Work instructions
The required output is the exact run of lines in the listing below from the line holding "middle dip: (229, 186)" through the line holding "ring dip: (409, 289)", with no pictures.

*** Exercise materials ***

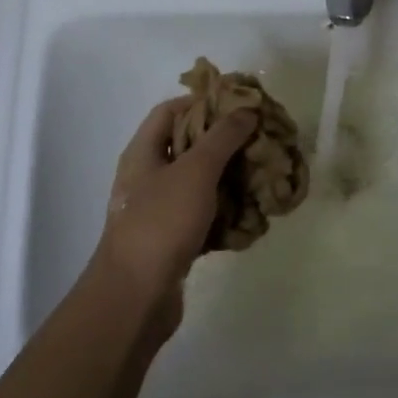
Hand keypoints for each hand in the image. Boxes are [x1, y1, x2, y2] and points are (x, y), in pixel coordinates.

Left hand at [93, 98, 258, 326]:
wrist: (136, 295)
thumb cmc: (161, 222)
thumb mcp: (195, 171)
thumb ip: (222, 137)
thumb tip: (245, 110)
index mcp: (142, 152)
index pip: (169, 111)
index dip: (201, 103)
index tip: (237, 106)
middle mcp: (145, 177)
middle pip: (185, 147)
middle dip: (222, 143)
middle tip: (257, 141)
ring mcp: (156, 211)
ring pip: (196, 184)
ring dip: (227, 179)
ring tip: (260, 175)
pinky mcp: (170, 241)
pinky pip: (201, 217)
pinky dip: (223, 213)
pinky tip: (249, 215)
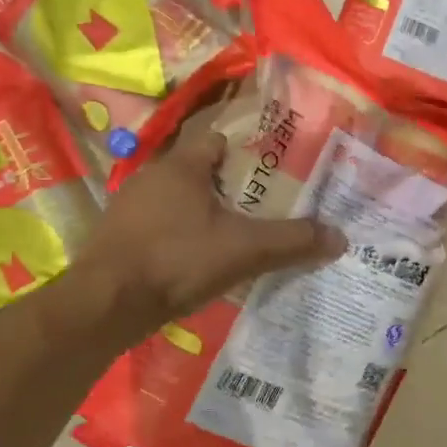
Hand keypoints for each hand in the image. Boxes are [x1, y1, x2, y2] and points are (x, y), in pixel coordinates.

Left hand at [68, 127, 343, 338]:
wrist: (106, 305)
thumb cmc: (177, 260)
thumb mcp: (245, 250)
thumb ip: (292, 241)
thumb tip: (340, 237)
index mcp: (181, 166)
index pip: (217, 140)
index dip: (245, 150)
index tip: (271, 168)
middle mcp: (151, 177)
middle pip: (198, 171)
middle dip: (229, 186)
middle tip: (262, 205)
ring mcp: (129, 208)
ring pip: (177, 200)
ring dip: (202, 212)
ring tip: (236, 233)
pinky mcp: (118, 238)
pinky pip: (159, 226)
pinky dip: (180, 235)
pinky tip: (198, 259)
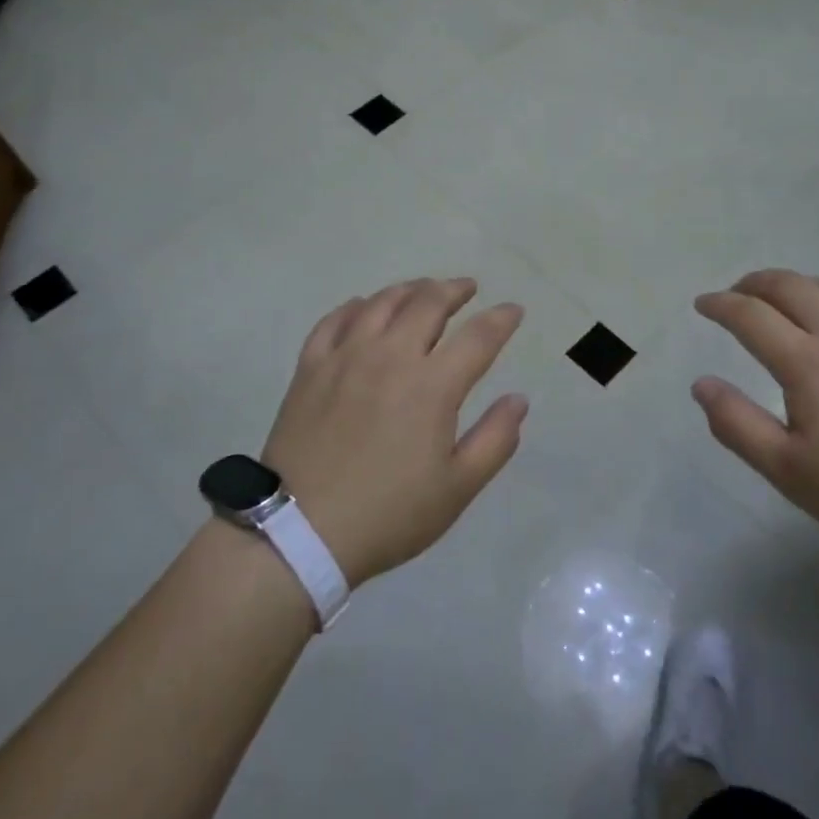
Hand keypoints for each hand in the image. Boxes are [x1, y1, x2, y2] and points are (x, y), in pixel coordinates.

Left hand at [259, 278, 526, 588]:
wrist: (300, 531)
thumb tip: (519, 399)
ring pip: (381, 303)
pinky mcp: (311, 367)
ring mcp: (345, 357)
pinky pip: (334, 320)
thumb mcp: (457, 488)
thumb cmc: (388, 514)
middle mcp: (390, 356)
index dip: (501, 319)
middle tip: (468, 288)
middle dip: (454, 289)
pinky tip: (363, 307)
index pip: (478, 337)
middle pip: (428, 303)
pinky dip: (355, 306)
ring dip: (409, 289)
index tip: (513, 310)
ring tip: (423, 289)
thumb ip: (495, 439)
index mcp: (432, 385)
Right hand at [692, 270, 818, 562]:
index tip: (702, 305)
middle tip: (734, 295)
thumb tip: (701, 383)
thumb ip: (736, 424)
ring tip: (778, 299)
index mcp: (806, 362)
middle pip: (788, 285)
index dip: (720, 305)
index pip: (750, 315)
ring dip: (792, 284)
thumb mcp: (788, 471)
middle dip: (752, 283)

*** End of Exercise materials ***

Output for this exercise
middle dip: (229, 186)
middle tip: (262, 205)
ring mcp: (129, 208)
ring pip: (177, 200)
ring dip: (202, 212)
ring tip: (236, 233)
pinky mcp: (118, 238)
pinky pip: (159, 226)
pinky dip: (180, 235)
pinky tip: (198, 259)
Hand keypoints for each hand in the image. Boxes are [x1, y1, x2, y2] and points are (x, y), in pixel coordinates.

Left hand at [259, 278, 526, 588]:
wrist: (300, 531)
thumb tip: (519, 399)
ring pip: (381, 303)
pinky mcp: (311, 367)
ring mcp: (345, 357)
pinky pip: (334, 320)
thumb mcp: (457, 488)
thumb cmc: (388, 514)
middle mcp: (390, 356)
index dip: (501, 319)
middle tip: (468, 288)
middle dip: (454, 289)
pinky tip: (363, 307)
index pip: (478, 337)
middle pip: (428, 303)
pinky dip: (355, 306)
ring dip: (409, 289)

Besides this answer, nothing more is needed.